◆ DATA PROVIDED:
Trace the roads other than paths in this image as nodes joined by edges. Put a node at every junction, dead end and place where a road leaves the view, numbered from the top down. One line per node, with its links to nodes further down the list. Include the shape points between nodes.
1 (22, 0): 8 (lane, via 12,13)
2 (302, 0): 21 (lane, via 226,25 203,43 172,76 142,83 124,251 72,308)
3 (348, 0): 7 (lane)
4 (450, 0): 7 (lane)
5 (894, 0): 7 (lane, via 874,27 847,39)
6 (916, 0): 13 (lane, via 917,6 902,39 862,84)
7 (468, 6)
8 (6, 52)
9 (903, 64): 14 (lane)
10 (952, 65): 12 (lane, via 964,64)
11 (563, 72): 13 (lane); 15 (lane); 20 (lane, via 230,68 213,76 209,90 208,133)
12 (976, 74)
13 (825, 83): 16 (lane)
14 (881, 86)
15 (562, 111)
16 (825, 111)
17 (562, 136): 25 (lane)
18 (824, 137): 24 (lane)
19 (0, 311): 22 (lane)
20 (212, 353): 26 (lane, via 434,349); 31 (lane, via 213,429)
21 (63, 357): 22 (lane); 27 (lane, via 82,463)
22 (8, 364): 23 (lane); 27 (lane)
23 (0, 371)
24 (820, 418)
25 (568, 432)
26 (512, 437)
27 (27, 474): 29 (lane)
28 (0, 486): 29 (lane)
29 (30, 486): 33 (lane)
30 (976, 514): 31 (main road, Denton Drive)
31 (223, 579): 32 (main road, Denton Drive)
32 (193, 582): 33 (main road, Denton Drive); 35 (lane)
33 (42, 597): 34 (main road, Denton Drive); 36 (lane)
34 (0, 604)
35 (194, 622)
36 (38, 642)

◆ DIRECTIONS: The output should match the records above exactly, entry for entry.

◆ EXERCISE RESULT:
Trace the roads other than paths in this image as nodes joined by edges. Put a node at every junction, dead end and place where a road leaves the view, numbered from the top down. One line per node, with its links to nodes further down the list. Include the shape points between nodes.
1 (22, 0): 8 (lane, via 12,13)
2 (302, 0): 21 (lane, via 226,25 203,43 172,76 142,83 124,251 72,308)
3 (348, 0): 7 (lane)
4 (450, 0): 7 (lane)
5 (894, 0): 7 (lane, via 874,27 847,39)
6 (916, 0): 13 (lane, via 917,6 902,39 862,84)
7 (468, 6)
8 (6, 52)
9 (903, 64): 14 (lane)
10 (952, 65): 12 (lane, via 964,64)
11 (563, 72): 13 (lane); 15 (lane); 20 (lane, via 230,68 213,76 209,90 208,133)
12 (976, 74)
13 (825, 83): 16 (lane)
14 (881, 86)
15 (562, 111)
16 (825, 111)
17 (562, 136): 25 (lane)
18 (824, 137): 24 (lane)
19 (0, 311): 22 (lane)
20 (212, 353): 26 (lane, via 434,349); 31 (lane, via 213,429)
21 (63, 357): 22 (lane); 27 (lane, via 82,463)
22 (8, 364): 23 (lane); 27 (lane)
23 (0, 371)
24 (820, 418)
25 (568, 432)
26 (512, 437)
27 (27, 474): 29 (lane)
28 (0, 486): 29 (lane)
29 (30, 486): 33 (lane)
30 (976, 514): 31 (main road, Denton Drive)
31 (223, 579): 32 (main road, Denton Drive)
32 (193, 582): 33 (main road, Denton Drive); 35 (lane)
33 (42, 597): 34 (main road, Denton Drive); 36 (lane)
34 (0, 604)
35 (194, 622)
36 (38, 642)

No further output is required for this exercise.